What brand of sand? I've got Bell&MacKenzie. It's a blend of nickel and coal slag. It is suppose to be inert and insoluable according the MSDS. Mine have sharp edges as you have described.

Initial test showed no changes to water parameters, and Neo shrimps showed no fatalities after a week or two.

There was a grease film when initially rinsed.



xriddler said:


> check out natural planted tanks with soil as substrate. there are many methods of soil substrate planting and its low maintenance, no ferts are needed or co2. Low lights and low light plants thrive very well in this setting and trimming is maybe once every month only.

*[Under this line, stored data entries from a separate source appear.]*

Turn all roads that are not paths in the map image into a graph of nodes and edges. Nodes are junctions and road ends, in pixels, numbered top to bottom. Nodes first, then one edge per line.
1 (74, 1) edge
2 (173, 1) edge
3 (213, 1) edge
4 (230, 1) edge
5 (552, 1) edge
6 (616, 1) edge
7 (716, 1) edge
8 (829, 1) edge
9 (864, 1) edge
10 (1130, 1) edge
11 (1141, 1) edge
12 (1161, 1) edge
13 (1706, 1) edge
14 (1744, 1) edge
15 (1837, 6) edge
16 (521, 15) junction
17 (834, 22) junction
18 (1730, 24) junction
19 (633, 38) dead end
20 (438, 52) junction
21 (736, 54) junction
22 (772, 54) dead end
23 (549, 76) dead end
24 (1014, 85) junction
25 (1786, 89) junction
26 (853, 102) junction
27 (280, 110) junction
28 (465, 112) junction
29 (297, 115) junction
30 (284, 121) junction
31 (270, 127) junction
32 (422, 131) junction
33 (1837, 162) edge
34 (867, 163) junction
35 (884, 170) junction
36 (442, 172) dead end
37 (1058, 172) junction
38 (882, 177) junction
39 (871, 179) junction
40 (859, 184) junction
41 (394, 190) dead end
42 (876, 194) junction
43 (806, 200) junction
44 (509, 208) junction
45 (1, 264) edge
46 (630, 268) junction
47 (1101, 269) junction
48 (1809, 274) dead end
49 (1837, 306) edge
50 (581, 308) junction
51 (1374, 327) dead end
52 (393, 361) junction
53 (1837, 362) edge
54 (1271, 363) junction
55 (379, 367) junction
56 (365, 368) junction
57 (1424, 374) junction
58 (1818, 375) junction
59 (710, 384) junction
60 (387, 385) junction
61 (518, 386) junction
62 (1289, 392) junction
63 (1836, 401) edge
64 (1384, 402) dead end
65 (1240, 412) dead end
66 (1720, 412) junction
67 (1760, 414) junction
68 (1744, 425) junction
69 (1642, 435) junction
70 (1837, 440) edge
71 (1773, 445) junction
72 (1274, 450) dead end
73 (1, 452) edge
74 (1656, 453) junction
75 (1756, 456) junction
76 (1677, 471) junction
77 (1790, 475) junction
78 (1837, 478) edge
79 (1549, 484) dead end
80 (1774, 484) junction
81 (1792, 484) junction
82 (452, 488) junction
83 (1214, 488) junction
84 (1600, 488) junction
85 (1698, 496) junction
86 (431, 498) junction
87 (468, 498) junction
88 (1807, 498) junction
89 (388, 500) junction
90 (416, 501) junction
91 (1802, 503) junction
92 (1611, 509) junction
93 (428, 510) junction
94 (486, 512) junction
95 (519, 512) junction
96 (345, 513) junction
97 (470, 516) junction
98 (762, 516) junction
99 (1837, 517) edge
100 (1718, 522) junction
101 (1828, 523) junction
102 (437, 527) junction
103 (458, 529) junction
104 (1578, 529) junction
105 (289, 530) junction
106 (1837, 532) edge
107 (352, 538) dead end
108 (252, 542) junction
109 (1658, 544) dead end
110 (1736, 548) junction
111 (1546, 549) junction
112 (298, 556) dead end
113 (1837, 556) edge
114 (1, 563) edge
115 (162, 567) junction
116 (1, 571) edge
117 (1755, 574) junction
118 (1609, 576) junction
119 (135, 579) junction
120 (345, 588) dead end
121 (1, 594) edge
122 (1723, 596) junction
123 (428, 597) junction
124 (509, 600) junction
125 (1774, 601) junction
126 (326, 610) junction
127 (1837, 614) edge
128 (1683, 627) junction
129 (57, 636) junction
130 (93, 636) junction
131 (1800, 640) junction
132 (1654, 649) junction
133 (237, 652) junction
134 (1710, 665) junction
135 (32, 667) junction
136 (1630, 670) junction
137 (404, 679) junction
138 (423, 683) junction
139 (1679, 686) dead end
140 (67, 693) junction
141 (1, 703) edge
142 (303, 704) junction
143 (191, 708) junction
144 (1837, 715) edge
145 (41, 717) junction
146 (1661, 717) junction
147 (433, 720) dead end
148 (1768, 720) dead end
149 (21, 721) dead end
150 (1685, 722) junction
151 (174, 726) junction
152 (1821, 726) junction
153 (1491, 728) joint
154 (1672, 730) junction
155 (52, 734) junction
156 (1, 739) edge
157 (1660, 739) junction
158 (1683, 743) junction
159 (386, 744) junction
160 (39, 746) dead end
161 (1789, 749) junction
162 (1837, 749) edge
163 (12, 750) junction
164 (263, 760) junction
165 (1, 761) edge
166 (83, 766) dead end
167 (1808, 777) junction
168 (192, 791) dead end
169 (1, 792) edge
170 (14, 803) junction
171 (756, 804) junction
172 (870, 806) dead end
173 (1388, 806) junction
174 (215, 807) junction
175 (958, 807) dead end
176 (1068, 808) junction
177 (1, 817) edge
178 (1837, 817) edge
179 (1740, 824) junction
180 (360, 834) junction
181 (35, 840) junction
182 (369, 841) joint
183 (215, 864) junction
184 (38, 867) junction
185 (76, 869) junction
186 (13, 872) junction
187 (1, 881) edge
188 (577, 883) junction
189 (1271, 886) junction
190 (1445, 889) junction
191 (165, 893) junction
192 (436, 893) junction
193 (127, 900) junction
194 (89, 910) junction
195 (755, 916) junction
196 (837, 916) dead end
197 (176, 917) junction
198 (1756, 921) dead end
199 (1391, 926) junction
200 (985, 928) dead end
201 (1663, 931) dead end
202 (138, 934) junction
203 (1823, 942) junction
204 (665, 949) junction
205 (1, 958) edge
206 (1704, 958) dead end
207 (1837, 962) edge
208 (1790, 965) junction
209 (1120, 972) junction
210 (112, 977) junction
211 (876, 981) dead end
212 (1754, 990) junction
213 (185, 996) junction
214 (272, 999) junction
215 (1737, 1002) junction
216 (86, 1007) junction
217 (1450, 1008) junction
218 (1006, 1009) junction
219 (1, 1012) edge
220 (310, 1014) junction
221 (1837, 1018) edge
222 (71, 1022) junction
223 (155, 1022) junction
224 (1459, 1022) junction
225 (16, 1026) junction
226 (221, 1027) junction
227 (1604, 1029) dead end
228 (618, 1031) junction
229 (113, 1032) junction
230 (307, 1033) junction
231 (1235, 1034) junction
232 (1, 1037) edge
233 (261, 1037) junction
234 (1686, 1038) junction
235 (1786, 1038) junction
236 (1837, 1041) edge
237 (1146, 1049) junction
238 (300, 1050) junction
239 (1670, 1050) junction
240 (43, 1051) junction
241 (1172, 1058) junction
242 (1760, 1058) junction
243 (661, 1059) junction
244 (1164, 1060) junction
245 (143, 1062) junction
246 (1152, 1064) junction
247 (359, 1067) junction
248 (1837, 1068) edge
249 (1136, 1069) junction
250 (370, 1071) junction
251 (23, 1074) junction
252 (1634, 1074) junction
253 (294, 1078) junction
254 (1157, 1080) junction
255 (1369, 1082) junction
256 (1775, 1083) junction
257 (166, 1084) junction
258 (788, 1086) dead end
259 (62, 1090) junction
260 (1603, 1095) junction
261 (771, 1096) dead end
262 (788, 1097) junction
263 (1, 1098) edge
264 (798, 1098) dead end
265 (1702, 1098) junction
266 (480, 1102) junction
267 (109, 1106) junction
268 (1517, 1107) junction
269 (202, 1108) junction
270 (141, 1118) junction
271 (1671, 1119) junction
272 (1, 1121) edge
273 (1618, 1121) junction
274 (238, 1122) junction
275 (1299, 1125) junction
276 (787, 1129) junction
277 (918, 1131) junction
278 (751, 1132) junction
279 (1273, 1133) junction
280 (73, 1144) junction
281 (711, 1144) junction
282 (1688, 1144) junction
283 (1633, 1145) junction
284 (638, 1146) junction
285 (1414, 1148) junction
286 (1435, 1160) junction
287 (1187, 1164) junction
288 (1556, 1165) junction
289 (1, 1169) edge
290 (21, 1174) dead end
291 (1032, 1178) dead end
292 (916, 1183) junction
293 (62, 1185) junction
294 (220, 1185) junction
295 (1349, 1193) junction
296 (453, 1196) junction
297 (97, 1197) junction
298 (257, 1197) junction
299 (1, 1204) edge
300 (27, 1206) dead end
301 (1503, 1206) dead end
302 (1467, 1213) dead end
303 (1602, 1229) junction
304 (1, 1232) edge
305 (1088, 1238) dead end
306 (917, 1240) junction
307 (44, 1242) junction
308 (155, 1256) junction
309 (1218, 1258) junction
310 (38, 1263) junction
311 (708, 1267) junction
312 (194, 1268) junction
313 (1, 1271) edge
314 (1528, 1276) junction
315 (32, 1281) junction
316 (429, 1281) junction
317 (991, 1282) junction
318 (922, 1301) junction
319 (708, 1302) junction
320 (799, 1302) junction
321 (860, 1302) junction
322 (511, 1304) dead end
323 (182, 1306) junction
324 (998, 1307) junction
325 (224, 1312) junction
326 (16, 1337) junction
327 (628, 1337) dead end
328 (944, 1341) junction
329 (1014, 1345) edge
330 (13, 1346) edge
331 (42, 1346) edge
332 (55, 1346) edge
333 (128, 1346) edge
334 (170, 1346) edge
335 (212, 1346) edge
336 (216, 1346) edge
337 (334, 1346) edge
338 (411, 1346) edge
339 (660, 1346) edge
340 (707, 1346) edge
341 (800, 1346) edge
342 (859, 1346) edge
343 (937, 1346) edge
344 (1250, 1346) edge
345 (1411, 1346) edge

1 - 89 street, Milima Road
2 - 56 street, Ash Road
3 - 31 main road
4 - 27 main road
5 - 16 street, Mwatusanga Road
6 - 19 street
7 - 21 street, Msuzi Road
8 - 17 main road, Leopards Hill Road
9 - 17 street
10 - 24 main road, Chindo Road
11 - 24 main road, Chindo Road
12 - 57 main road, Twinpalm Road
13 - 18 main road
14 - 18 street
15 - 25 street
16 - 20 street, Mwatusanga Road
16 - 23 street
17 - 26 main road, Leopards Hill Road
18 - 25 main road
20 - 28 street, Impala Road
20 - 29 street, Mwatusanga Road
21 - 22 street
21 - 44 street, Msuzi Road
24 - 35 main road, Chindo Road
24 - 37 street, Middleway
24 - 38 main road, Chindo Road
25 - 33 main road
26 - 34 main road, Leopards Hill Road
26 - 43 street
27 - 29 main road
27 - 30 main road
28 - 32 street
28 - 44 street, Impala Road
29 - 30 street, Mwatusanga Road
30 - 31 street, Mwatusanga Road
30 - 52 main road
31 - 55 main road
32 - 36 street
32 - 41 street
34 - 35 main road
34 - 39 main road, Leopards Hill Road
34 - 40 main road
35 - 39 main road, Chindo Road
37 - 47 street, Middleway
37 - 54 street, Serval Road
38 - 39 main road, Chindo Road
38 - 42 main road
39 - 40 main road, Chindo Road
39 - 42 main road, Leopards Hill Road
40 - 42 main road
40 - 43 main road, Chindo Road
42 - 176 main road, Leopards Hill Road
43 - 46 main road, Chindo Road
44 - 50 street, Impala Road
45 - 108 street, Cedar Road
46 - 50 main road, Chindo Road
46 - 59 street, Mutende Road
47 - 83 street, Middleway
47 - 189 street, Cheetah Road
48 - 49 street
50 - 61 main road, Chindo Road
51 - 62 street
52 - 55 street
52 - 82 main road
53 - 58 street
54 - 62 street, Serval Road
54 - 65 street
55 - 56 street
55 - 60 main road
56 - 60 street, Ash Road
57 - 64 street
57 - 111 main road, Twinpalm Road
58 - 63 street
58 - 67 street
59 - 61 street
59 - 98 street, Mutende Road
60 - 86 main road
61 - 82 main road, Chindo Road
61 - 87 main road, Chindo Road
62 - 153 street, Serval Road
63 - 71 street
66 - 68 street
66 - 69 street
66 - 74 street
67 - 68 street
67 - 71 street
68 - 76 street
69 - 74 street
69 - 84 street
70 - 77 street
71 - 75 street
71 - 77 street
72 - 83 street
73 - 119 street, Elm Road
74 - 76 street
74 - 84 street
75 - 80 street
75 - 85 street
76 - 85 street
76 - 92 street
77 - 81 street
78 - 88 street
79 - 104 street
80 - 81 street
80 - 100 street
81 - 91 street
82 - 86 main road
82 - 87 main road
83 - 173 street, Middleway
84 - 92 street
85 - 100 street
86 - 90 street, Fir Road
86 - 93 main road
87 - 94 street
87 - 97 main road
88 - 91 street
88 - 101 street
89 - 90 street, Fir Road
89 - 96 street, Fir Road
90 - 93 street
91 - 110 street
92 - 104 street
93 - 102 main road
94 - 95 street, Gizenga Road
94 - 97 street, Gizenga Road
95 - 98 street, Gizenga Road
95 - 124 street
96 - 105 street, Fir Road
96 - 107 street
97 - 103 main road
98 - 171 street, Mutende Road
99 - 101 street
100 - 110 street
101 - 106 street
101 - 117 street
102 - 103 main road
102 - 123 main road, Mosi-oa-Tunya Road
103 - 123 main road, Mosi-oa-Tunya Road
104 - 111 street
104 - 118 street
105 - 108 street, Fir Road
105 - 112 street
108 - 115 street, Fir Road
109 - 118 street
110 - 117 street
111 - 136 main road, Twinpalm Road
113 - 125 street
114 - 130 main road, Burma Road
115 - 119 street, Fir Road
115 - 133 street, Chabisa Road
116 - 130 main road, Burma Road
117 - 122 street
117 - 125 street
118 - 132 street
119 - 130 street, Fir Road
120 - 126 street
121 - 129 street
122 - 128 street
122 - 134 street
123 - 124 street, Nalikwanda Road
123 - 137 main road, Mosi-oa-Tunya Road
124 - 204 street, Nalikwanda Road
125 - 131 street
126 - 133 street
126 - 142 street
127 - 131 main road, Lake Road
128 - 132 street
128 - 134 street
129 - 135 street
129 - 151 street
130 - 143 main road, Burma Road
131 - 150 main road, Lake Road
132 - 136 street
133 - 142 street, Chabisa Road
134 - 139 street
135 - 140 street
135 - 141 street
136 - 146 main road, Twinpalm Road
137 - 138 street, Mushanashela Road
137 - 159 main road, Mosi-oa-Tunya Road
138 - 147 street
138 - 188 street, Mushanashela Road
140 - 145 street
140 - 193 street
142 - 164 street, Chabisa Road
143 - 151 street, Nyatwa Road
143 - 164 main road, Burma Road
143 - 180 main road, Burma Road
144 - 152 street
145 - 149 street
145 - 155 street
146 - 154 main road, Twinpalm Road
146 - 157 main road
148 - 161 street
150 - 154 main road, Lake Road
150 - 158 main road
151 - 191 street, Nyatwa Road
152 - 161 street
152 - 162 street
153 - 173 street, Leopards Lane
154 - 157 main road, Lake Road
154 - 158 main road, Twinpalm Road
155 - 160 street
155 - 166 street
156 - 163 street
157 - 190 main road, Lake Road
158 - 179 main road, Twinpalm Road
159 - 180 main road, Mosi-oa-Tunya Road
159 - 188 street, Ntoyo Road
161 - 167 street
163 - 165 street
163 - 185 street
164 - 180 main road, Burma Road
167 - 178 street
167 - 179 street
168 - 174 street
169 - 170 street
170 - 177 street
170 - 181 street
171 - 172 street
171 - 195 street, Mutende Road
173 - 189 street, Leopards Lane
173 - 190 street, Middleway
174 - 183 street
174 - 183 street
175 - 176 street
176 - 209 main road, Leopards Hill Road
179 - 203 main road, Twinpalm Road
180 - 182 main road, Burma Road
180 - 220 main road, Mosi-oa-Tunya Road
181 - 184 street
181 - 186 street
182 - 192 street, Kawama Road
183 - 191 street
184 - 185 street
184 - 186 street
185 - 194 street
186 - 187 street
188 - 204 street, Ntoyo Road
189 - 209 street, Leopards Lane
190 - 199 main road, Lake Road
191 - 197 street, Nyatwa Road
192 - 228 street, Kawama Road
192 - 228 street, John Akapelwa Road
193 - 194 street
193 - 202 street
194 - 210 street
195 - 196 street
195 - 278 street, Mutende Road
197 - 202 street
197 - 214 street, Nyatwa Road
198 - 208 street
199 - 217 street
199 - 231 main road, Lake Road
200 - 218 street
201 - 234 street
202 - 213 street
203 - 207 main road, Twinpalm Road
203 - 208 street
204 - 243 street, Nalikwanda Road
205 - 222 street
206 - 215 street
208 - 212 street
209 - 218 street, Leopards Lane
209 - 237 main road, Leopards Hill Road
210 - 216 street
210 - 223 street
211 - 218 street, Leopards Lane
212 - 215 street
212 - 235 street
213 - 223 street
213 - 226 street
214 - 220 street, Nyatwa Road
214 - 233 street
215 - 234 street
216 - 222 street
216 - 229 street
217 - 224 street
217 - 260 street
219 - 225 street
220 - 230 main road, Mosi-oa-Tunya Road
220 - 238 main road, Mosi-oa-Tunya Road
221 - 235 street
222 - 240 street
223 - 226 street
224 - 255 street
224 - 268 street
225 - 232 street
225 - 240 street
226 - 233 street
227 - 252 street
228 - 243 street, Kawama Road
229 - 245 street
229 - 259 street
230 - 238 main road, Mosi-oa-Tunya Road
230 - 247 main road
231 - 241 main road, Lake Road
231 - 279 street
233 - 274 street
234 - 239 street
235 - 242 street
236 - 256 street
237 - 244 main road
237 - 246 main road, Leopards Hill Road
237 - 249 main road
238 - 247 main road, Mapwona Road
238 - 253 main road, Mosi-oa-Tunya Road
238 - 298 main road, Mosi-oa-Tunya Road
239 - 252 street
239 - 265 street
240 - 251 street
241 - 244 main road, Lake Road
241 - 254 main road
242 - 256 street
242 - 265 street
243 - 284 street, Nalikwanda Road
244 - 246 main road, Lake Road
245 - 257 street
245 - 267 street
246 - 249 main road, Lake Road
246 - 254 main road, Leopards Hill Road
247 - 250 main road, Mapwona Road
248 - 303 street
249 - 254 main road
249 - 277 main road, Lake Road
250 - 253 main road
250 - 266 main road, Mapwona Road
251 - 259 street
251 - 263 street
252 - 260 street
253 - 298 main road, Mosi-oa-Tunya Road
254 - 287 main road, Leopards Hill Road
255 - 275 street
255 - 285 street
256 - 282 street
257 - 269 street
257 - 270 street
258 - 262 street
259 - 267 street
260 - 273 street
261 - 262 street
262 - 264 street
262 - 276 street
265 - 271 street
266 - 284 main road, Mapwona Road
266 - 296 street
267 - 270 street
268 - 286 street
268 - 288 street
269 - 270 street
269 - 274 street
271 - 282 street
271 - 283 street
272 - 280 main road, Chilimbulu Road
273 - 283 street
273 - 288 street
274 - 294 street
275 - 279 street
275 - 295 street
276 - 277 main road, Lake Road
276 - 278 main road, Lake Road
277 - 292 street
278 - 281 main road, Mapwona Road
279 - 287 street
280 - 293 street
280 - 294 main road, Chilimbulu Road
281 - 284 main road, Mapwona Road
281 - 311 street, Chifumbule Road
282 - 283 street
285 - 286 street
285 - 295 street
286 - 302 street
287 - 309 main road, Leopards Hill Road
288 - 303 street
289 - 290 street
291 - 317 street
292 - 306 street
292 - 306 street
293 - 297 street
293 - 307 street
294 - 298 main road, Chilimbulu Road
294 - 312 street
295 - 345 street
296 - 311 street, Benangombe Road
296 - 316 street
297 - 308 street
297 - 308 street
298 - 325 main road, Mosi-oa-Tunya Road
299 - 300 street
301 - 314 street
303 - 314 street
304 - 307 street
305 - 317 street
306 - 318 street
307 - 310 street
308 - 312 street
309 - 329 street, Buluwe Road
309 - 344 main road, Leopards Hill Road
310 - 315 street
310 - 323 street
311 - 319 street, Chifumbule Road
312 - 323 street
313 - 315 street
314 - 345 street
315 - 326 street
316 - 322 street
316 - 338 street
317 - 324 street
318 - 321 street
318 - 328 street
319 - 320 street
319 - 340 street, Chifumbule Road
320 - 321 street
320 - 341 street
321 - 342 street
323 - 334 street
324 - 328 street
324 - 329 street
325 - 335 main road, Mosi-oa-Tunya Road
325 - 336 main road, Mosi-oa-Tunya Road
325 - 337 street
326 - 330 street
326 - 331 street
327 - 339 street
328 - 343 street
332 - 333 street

I think X is talking about Dianne Walstad approach. This link will give you some insight. The big issue I have with this setup is when it is time to pull out overgrown plants, especially those with huge roots. Most plants will have large healthy root system in this setup.



bluberrymuffin said:


> but I would rather my plants grow nice and slow, as I don't have alot of time to maintain them. I definitely don' t have the resources (time or money) to do ferts and/or CO2....AT MOST I'm willing to toss in some root tabs and Excel when I remember  This in mind, I'm obviously not going for HC carpets and fancy finicky plants.


Walstad might be the way. Just be warn when it's time to rescape or trim!



bluberrymuffin said:


> At the moment trying to decide between some free Caribsea moonlight sand (I heard its too fine and clogs up impellers) or just using cheap pool filter/silica sand (but I have bottom feeders...ADFs)...
> 
> Or...best of both worlds...fluorite black sand...just didn't want black


I am so jealous. You've got black Caribsea Moonlight Sand, and you're electing to use cheap pool filter sand?!

There are lighter fluorite substrate in case you're wondering. Black was mentioned I think because most people like black.

Base on your needs and wants, X might be right about Walstad approach for you. An inert substrate might not be the best approach.

Good luck with your setup.


----------



## pyrrolin (Jan 11, 2012)

I believe it was K & M, available at tsc stores


----------



## xriddler (Feb 16, 2012)

i am using the tahitian moon sand for my shrimp only tank and it is a beauty. i run a ac30 with a metal grill covering the intake.


----------



## Fishfur (Mar 4, 2012)

I've got Moonsand too. If you are careless when you remove the filter to clean it, say, rinsing it in a bucket that also contains some sucked out water that has the moonsand in it, well, it's true the grains are small enough to get caught between the impeller and the impeller well wall. But all you have to do is remove the impeller and rinse well, wipe off the magnet and all is well. The one thing it does that annoys me a bit is it's very easy to suck up with a siphon.. more so than larger stuff. But ALL the substrates I have get sucked up with the siphon, so that problem is not unique to moonsand.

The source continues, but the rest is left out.